Sutherland holds a PhD from the University of Alberta. She is an Adjunct Research Professor at Carleton University in Ottawa. [1] and an Honorary Research Fellow at the University of Aberdeen [2]
Until April 2012, she was also employed at the Canadian Museum of Civilization, now the Canadian Museum of History, most recently as curator of Arctic archaeology. [3] [4] [5] She was the only female archaeologist working there. [6] It has been speculated, including by the CBC programme The Fifth Estate , that she was let go because her research no longer fit with the changed focus of the museum on Canadian history, [6] [7] [8] and some have suggested that the political motivation extends to a fear that her research will undermine Canadian sovereignty claims in the high Arctic. [9] Other speculation points to her having been one of six staff of the museum who wrote a letter objecting on moral grounds to its acquisition of a collection of artefacts taken from the wreck of RMS Empress of Ireland. [10] [11] [12] When Sutherland was fired, her access to her research materials was cut off and many were dispersed. [6] There have been calls by fellow archaeologists [8] and a petition for her to be allowed to resume her research. [4] [11]
Sutherland is an expert in Canadian indigenous archaeology. In 1977, surveying what was to become Quttinirpaaq National Park, on Ellesmere Island, for Parks Canada, she found a piece of bronze that turned out to be half of a Norse silver weighing balance. [5] In 1979, on Axel Heiberg Island, she found a piece of antler on which two different faces were carved: one with round-faced Dorset features, the other thin-faced and with heavy eyebrows. [5] In 1999, she discovered among finds from a Dorset site near Pond Inlet, on northern Baffin Island, a piece of spun yarn or cordage that did not conform with the twine made of animal sinews used by the Inuit but did correspond to that used in the 14th century in Norse settlements in Greenland; however, it was spun from hair of the Arctic hare. [5] [13] This and evidence of metalworking–bronze and smelted iron, in addition to whetstones used for sharpening metal implements–and tally sticks like those used by the Norse, found at four sites where Dorset people had camped as much as 1,000 miles (1,600 km) apart between northern Baffin Island and northern Labrador, suggested both long-term trading contact between the Norse and the Dorset, and a long-term presence of Norsemen in the region. [14] [15] She presented her view at an exhibition titled Full Circle: First Contact, Vikings and Skraelings in Newfoundland and Labrador, which opened at the Provincial Museum of Newfoundland and Labrador in summer 2000, [16] and at a meeting of the Council for Northeast Historical Archaeology in St.
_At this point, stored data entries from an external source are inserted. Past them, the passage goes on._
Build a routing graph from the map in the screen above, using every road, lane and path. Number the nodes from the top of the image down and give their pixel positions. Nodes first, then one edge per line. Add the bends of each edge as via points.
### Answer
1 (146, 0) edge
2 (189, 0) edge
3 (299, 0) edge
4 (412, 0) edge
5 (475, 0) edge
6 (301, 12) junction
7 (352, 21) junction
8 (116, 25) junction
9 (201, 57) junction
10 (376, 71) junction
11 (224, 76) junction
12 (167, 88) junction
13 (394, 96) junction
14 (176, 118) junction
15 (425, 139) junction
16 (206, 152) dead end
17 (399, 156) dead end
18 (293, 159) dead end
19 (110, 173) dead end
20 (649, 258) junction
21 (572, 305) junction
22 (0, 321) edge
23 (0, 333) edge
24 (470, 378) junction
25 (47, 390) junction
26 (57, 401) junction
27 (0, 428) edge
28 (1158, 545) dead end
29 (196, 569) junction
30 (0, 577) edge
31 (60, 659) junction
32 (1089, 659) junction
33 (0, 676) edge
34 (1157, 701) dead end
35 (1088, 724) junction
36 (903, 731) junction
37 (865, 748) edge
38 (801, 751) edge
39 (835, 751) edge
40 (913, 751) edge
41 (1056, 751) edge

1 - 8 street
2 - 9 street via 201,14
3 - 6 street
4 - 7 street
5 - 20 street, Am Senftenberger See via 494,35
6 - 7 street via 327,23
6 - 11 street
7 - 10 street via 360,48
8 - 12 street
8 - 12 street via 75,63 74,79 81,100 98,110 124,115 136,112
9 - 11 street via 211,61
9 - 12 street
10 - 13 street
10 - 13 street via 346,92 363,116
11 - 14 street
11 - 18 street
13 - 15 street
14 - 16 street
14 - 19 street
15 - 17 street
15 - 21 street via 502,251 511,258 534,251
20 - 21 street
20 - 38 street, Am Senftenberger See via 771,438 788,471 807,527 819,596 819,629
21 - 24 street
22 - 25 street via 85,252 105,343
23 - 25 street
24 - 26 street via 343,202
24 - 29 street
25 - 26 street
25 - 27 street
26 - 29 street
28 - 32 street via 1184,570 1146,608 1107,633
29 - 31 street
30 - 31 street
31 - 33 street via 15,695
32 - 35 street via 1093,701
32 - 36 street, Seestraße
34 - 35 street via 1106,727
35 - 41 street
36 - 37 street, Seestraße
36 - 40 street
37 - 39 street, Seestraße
John's in October 2012. [14] Further excavating the Nanook site at Tanfield Valley on southern Baffin Island, she has found fur from Old World rats, a whalebone shovel like those used in Viking Greenland to cut turf, evidence of European-style masonry, more whetstones and tally sticks, and a Dorset-style carved mask that depicts a face with apparently European features; she believes this was the location of a Norse trading site established around 1300. [3] [4] [5] [13] [14] She has continued to find evidence of Norse metalworking elsewhere in the region. [4] [17] [18] The radiocarbon dates of items at the Nanook site include some predating the Norse by several hundred years. [15] Sutherland suggests this is possible evidence of earlier contact with Europeans. [13] [ unreliable source? ] Sutherland argues that the site was occupied by different peoples over centuries. [14]
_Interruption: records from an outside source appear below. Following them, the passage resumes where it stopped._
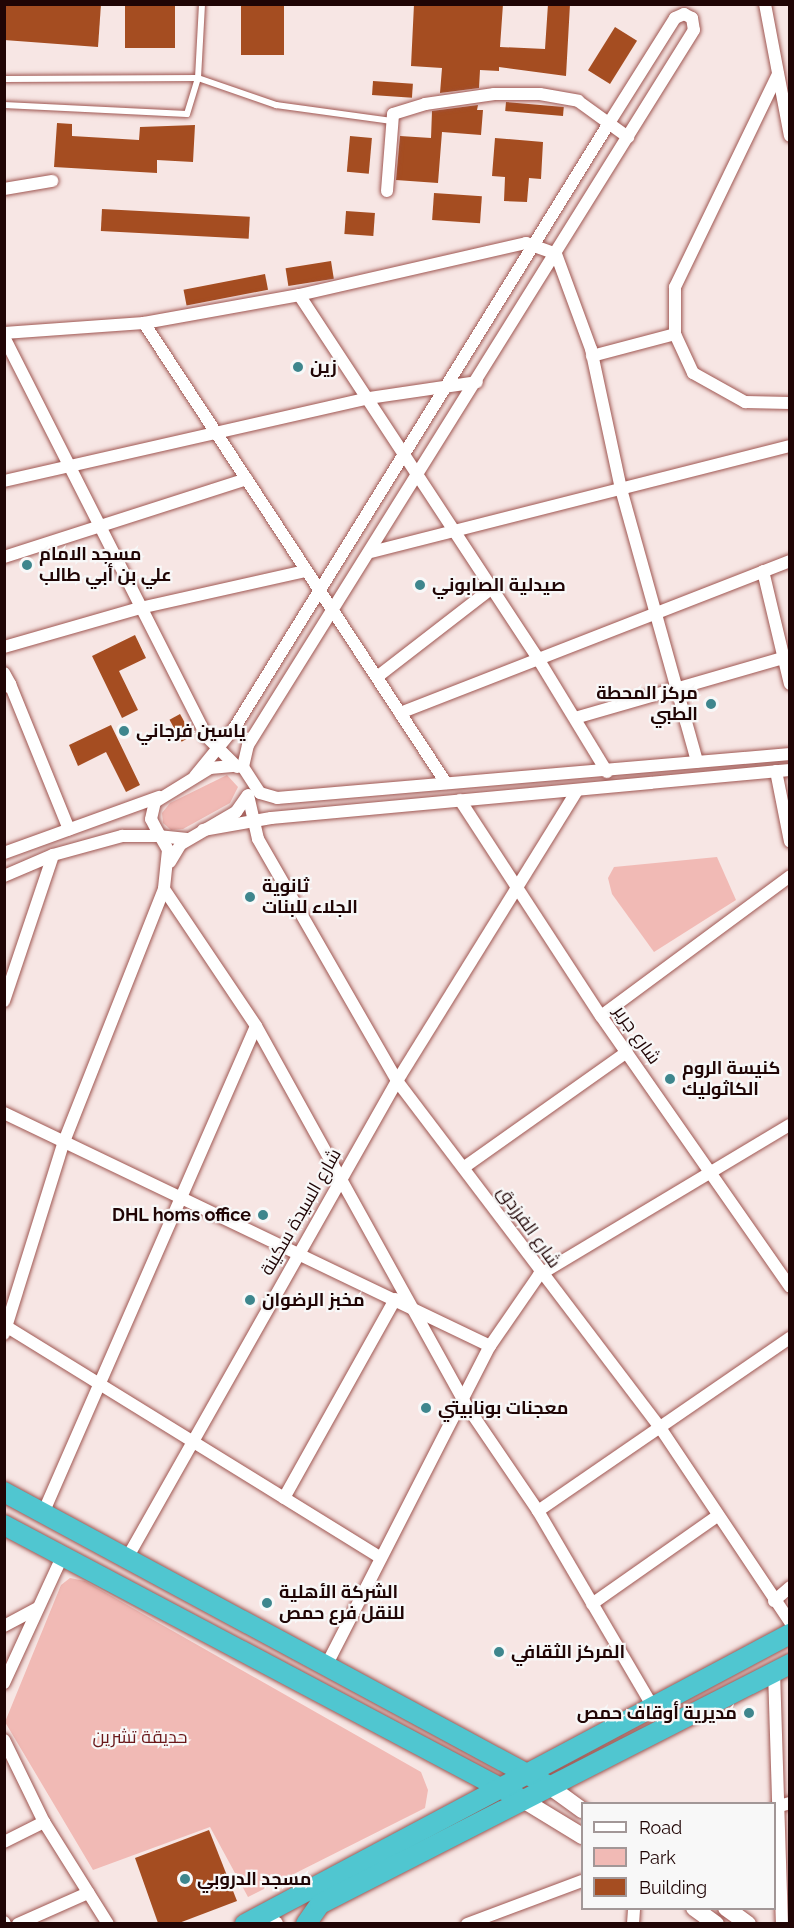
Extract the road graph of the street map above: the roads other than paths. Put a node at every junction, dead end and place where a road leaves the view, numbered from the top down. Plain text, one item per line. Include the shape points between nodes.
1 (202, 4) edge
2 (765, 4) edge
3 (778, 74) junction
4 (198, 78) junction
5 (4, 79) edge
6 (4, 105) edge
7 (392, 121) junction
8 (609, 123) junction
9 (789, 136) edge
10 (628, 137) junction
11 (52, 181) dead end
12 (4, 189) edge
13 (387, 191) dead end
14 (533, 246) junction
15 (556, 254) junction
16 (299, 295) junction
17 (144, 323) junction
18 (675, 334) junction
19 (4, 335) edge
20 (592, 356) junction
21 (477, 382) junction
22 (446, 387) junction
23 (369, 398) junction
24 (789, 403) edge
25 (218, 434) junction
26 (789, 446) edge
27 (404, 456) junction
28 (69, 468) junction
29 (416, 475) junction
30 (247, 479) junction
31 (4, 481) edge
32 (621, 489) junction
33 (97, 526) junction
34 (455, 532) junction
35 (371, 552) junction
36 (4, 557) edge
37 (789, 561) edge
38 (306, 571) junction
39 (763, 571) junction
40 (492, 588) junction
41 (319, 590) junction
42 (140, 608) junction
43 (654, 610) junction
44 (334, 612) junction
45 (4, 647) edge
46 (537, 657) junction
47 (786, 657) edge
48 (377, 677) junction
49 (6, 681) edge
50 (789, 684) edge
51 (678, 687) junction
52 (400, 713) junction
53 (575, 718) junction
54 (206, 736) junction
55 (218, 751) junction
56 (789, 754) edge
57 (697, 762) junction
58 (789, 770) edge
59 (241, 771) junction
60 (776, 771) junction
61 (607, 772) junction
62 (197, 774) junction
63 (446, 783) junction
64 (577, 791) junction
65 (163, 795) junction
66 (248, 795) junction
67 (460, 800) junction
68 (250, 820) junction
69 (225, 824) junction
70 (69, 829) junction
71 (203, 830) junction
72 (160, 836) junction
73 (187, 839) junction
74 (258, 839) junction
75 (789, 842) edge
76 (4, 853) edge
77 (53, 855) junction
78 (168, 866) junction
79 (4, 876) edge
80 (789, 876) edge
81 (517, 888) junction
82 (164, 889) junction
83 (4, 1001) edge
84 (601, 1016) junction
85 (256, 1026) junction
86 (627, 1052) junction
87 (397, 1081) junction
88 (4, 1113) edge
89 (789, 1125) edge
90 (64, 1141) junction
91 (466, 1166) junction
92 (714, 1174) junction
93 (341, 1178) junction
94 (182, 1196) junction
95 (298, 1255) junction
96 (539, 1275) junction
97 (789, 1287) edge
98 (394, 1299) junction
99 (414, 1310) junction
100 (5, 1329) edge
101 (789, 1338) edge
102 (490, 1346) junction
103 (100, 1384) junction
104 (464, 1402) junction
105 (659, 1428) junction
106 (190, 1440) junction
107 (4, 1492) edge
108 (284, 1498) junction
109 (44, 1511) junction
110 (538, 1511) junction
111 (717, 1516) junction
112 (4, 1525) edge
113 (62, 1557) junction
114 (381, 1558) junction
115 (126, 1560) junction
116 (789, 1587) edge
117 (774, 1601) junction
118 (592, 1604) junction
119 (38, 1608) junction
120 (789, 1622) edge
121 (4, 1626) edge
122 (789, 1634) edge
123 (326, 1666) junction
124 (782, 1667) edge
125 (4, 1683) edge
126 (653, 1707) junction
127 (4, 1740) edge
128 (532, 1774) junction
129 (549, 1786) junction
130 (502, 1790) junction
131 (523, 1800) junction
132 (789, 1803) edge
133 (776, 1807) junction
134 (581, 1809) edge
135 (44, 1822) junction
136 (581, 1835) edge
137 (4, 1842) edge
138 (581, 1881) edge
139 (88, 1893) junction
140 (697, 1910) edge
141 (729, 1910) edge
142 (18, 1923) edge
143 (108, 1923) edge
144 (245, 1923) edge
145 (252, 1923) edge
146 (275, 1923) edge
147 (306, 1923) edge
148 (467, 1923) edge
149 (716, 1923) edge
150 (748, 1923) edge
151 (782, 1923) edge

1 - 4 lane
2 - 3 street
3 - 9 street
3 - 18 street via 675,287
4 - 5 lane
4 - 6 lane via 187,114
4 - 7 lane via 276,105
7 - 8 street via 393,114 425,104 494,94 540,94 578,101
7 - 13 street
8 - 10 street
8 - 10 street, شارع الفرزدق via 675,18 688,15 694,30
8 - 14 street
10 - 15 street, شارع الفرزدق
11 - 12 street
14 - 15 street
14 - 16 street via 526,243
14 - 22 street
15 - 20 street
15 - 21 street, شارع الفرزدق
16 - 17 street
16 - 23 street
17 - 19 street
17 - 25 street
18 - 20 street
18 - 24 street via 693,373 745,402
19 - 28 street
20 - 32 street
21 - 22 street
21 - 29 street, شارع الفرزدق
22 - 23 street
22 - 27 street
23 - 25 street
23 - 27 street
25 - 28 street
25 - 30 street
26 - 32 street
27 - 29 street
27 - 41 street
28 - 31 street
28 - 33 street
29 - 34 street
29 - 35 street, شارع الفرزدق
30 - 33 street
30 - 38 street
32 - 34 street
32 - 43 street
33 - 36 street
33 - 42 street
34 - 35 street
34 - 40 street
35 - 44 street, شارع الفرزدق
37 - 39 street
38 - 41 street
38 - 42 street
39 - 43 street
39 - 47 street
40 - 46 street
40 - 48 street
41 - 44 street
41 - 55 street
42 - 45 street
42 - 54 street
43 - 46 street
43 - 51 street
44 - 48 street
44 - 59 street, شارع الفرزدق via 248,745
46 - 52 street
46 - 53 street
47 - 50 street
47 - 51 street
48 - 52 street
49 - 70 street
51 - 53 street
51 - 57 street
52 - 63 street
53 - 61 street
54 - 55 street
54 - 62 street via 207,756
55 - 59 street
55 - 62 street
56 - 57 street
57 - 61 street
58 - 60 street
59 - 62 street via 219,765
59 - 63 street via 260,793 277,798
59 - 66 street, شارع الفرزدق
60 - 64 street
60 - 75 street
61 - 63 street
62 - 65 street
64 - 67 street
64 - 81 street, شارع السيدة سكينة
65 - 70 street via 134,809
65 - 72 street via 152,810 153,828
66 - 68 street, شارع الفرزدق
66 - 71 street via 236,812
67 - 68 street
67 - 81 street, شارع جرير
68 - 69 street
68 - 74 street, شارع الفرزدق
69 - 71 street
69 - 74 street via 249,830
70 - 76 street
71 - 73 street
72 - 73 street
72 - 77 street via 122,836
72 - 78 street via 168,850
73 - 78 street
74 - 87 street, شارع الفرزدق
77 - 79 street
77 - 83 street
78 - 82 street
80 - 84 street
81 - 84 street, شارع جرير
81 - 87 street, شارع السيدة سكينة
82 - 85 street
82 - 90 street
84 - 86 street, شارع جرير
85 - 93 street
85 - 94 street
86 - 91 street
86 - 92 street, شارع جرير
87 - 91 street, شارع الفرزدق
87 - 93 street, شارع السيدة سكينة
88 - 90 street
89 - 92 street
90 - 94 street
90 - 100 street
91 - 96 street, شارع الفرزدق
92 - 96 street
92 - 97 street, شارع جرير
93 - 95 street, شارع السيدة سكينة
93 - 99 street
94 - 95 street
94 - 103 street
95 - 98 street
95 - 106 street, شارع السيدة سكينة
96 - 102 street
96 - 105 street, شارع الفرزدق
98 - 99 street
98 - 108 street
99 - 102 street
99 - 104 street
100 - 103 street
101 - 105 street
102 - 104 street
103 - 106 street
103 - 109 street
104 - 110 street
104 - 114 street
105 - 110 street
105 - 111 street, شارع الفرزدق
106 - 108 street
106 - 115 street, شارع السيدة سكينة
107 - 109 highway
108 - 114 street
109 - 115 highway
110 - 118 street
111 - 117 street, شارع الفرزدق
111 - 118 street
112 - 113 highway
113 - 119 street
113 - 130 highway
114 - 123 street
115 - 123 highway
116 - 117 street
117 - 120 street, شارع الفرزدق
118 - 126 street
119 - 121 street
119 - 125 street
122 - 126 highway
123 - 128 highway
124 - 129 highway
124 - 133 street
126 - 128 highway
127 - 135 street
128 - 129 highway
128 - 130 highway
129 - 131 highway
129 - 134 main road
130 - 131 highway
130 - 144 highway
131 - 136 main road
131 - 147 highway via 320,1904
132 - 133 street
133 - 151 street
135 - 137 street
135 - 139 street
138 - 148 street
139 - 142 street
139 - 143 street
140 - 149 main road
141 - 150 main road
145 - 146 main road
Sutherland's theory that the spun yarn or cordage of Arctic hare fur is evidence of possible European contact with the Dorset is controversial. [19] [20] [21] Elizabeth Wayland Barber of Occidental College, archaeologist and expert on textiles, writing about the Lascaux caves in France, "We now have at least two pieces of evidence that this important principle of twisting for strength dates to the Palaeolithic. [20] Michele Hayeur Smith of Brown University, "The idea that you would have to learn to spin something from another culture was a bit ludicrous," she said. "It's a pretty intuitive thing to do." [19] William W. Fitzhugh, director of the Arctic Studies Center at the Smithsonian Institution in Washington, and a senior scientist at the National Museum of Natural History, says that there is insufficient published evidence to support Sutherland's claims, and that the Dorset themselves were using spun cordage by the 6th century. [15] One of the pieces of 2-ply spun Arctic hare fur cordage, item KdDq-9-3:4797, returned an accelerator mass spectrometry (AMS) radiocarbon calibrated age of calAD 73-226. [21] Sutherland does not believe that piece of Arctic hare fur cordage was the work of the Dorset, but was the work of a European. [22]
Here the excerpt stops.